At ThinkProgress, Ian Millhiser predicts that “[t]hough there is a strong possibility that the Court’s decision will be narrow, the FACT Act is very likely to fall, potentially in a very lopsided opinion.” Rewire’s Boom! Lawyered podcast features a discussion of the oral argument. Another look at the argument comes from Ruthann Robson at the Constitutional Law Prof Blog. In an op-ed for The New York Times, Robert McNamara and Paul Sherman argue that “focusing on the abortion debate means missing out on the fact that a decision siding with the State of California could upend decades of First Amendment doctrine and threaten everything from the right to have conversations in a doctor’s office to the right to use math to criticize government officials.”


  • At the Cato Institute’s Cato at Liberty blog, Ilya Shapiro and Matthew Larosiere look at Justice Clarence Thomas’ dissent from denial of cert on Monday in Garco Construction v. Secretary of the Army, which asked the court to reconsider two cases that require courts to defer an agency’s interpretation of its own regulations; they agree with Thomas that “[i]n declining to hear the case, the Court has ‘passed up another opportunity to remedy ‘“precisely the accumulation of governmental powers that the Framers warned against.”’”
  • For Capitol Media Services (via Payson Roundup), Howard Fischer reports that after Monday’s cert denial in Brewer v. Arizona Dream Act Coalition, “Arizona’s ‘dreamers” will keep their licenses to drive — at least as long as the Deferred Action for Childhood Arrivals program remains in existence.”
  • In an op-ed for The Times of Israel, Steven Frank weighs in on the solicitor general’s response to the Supreme Court’s request for its views on the cert petitionin Sokolow v. Palestine Liberation Organization, a lawsuit filed by American families and victims of terrorist attacks in Israel, arguing that “the Department of Justice’s refusal to defend an act of Congress specifically designed to protect United States citizens should be reconsidered at the highest levels of the Trump administration.”
  • In an op-ed for The Wall Street Journal, James Ely and Nick Sibilla suggest that by agreeing to decide Sveen v. Melin, a case that asks whether a state law that automatically nullifies the designation of a former spouse as a life-insurance beneficiary upon divorce violates the Constitution’s contracts clause, “the justices may be signaling a willingness to restore the clause, which has fallen into disuse, to its historical vigor.”

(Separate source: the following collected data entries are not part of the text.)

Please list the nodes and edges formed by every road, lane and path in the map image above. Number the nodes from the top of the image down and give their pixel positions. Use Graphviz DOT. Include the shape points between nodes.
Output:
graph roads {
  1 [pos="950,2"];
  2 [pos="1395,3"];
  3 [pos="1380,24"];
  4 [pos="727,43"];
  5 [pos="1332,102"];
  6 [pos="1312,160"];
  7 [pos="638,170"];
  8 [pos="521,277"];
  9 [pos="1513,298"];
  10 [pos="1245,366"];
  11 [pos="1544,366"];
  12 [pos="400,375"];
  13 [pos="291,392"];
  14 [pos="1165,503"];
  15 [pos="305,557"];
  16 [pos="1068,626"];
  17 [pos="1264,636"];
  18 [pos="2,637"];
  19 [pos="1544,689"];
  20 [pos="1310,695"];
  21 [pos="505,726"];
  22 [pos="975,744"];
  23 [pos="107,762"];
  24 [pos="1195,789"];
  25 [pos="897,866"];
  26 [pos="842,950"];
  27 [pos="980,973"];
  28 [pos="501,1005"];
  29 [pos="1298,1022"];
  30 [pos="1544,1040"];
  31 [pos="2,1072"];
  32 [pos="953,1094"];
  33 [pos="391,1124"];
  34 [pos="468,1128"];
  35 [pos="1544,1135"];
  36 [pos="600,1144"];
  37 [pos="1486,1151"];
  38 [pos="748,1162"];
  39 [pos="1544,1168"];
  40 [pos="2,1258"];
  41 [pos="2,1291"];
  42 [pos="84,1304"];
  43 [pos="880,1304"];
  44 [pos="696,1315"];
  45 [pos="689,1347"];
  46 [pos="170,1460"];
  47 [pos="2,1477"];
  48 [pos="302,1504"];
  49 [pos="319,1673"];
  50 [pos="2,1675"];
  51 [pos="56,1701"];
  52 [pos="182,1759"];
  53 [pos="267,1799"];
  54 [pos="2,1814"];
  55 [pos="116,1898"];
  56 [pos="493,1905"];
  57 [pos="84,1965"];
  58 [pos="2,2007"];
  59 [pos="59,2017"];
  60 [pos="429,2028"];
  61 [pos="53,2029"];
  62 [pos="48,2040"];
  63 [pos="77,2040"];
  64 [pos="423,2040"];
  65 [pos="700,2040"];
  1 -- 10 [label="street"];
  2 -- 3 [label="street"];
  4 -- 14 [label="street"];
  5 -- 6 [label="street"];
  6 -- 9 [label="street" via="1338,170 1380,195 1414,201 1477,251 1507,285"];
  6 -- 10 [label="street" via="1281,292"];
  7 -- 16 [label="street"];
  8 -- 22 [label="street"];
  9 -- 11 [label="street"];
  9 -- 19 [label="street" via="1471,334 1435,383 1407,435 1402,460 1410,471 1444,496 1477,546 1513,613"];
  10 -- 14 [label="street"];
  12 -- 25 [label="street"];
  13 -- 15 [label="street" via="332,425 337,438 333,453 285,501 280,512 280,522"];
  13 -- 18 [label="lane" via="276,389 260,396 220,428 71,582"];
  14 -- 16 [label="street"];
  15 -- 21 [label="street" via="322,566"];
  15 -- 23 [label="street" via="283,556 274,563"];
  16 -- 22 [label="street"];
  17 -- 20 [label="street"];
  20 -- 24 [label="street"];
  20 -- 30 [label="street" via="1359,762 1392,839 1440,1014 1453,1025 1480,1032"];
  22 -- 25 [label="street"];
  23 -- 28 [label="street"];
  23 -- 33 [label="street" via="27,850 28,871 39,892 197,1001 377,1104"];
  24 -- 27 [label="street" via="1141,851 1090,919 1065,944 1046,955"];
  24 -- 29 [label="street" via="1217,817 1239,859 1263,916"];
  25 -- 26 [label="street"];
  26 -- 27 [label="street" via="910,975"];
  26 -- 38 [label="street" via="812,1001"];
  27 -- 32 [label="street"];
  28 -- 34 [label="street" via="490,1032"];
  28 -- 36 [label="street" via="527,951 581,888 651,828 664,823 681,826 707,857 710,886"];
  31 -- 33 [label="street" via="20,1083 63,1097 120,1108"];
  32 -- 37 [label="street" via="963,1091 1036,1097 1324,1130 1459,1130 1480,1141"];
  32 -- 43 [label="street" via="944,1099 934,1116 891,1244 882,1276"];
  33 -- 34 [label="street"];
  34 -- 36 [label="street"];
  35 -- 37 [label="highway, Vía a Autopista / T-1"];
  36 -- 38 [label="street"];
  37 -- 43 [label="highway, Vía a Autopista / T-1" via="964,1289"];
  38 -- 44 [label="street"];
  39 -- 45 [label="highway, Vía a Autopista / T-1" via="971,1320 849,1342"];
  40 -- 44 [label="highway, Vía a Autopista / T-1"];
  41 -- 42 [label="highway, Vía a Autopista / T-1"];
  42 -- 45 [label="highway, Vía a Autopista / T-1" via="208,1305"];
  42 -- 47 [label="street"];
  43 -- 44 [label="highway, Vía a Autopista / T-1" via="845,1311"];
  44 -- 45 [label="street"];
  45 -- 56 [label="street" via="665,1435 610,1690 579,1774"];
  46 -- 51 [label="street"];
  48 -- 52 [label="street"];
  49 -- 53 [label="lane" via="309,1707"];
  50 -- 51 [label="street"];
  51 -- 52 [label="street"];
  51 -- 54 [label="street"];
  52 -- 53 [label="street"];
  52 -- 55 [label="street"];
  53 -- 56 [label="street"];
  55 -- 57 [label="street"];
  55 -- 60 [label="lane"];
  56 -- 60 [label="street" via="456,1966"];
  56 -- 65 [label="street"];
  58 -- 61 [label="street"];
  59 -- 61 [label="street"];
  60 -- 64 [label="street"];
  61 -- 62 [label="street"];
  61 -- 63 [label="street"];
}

  • At FiveThirtyEight, Amelia Thomson-DeVeaux observes that “[i]t’s been a big year for free speech at the Supreme Court,” and that “[w]hichever way the rulings come down this spring and summer, it’s almost certain that the winning side will include Chief Justice John Roberts, who has spent his 12-plus years at the helm of the high court quietly carving out a space as a prolific and decisive arbiter of free speech law.”
  • At Take Care, Leah Litman considers the cert petition in Williams v. Louisiana, which involves a claim that the prosecution failed to disclose exculpatory evidence, contending that “[i]f Louisiana cannot preclude defendants from relying on new substantive legal rules that are announced after trial, it also should not be able to preclude them from relying on post-trial-findings-of-fact that serve as necessary predicates for substantive legal rules.”
  • At Fa on First, Wen Fa talks about his experience as counsel for the petitioner in Minnesota Voters Alliance v. Mansky, which asks whether a Minnesota law banning political apparel at polling places is facially overbroad under the First Amendment.
  • At Crimmigration, Cesar Hernandez looks at Monday’s cert grant in Nielsen v. Preap, which asks whether a noncitizen becomes exempt from mandatory detention if, after he has been released from criminal custody, immigration agents do not take him into immigration custody immediately, noting that “[t]he Supreme Court will now weigh in on the breadth of detention power that Congress has granted to ICE,” which, “[g]iven the size of ICE’s detention system, … is an enormously important prospect.”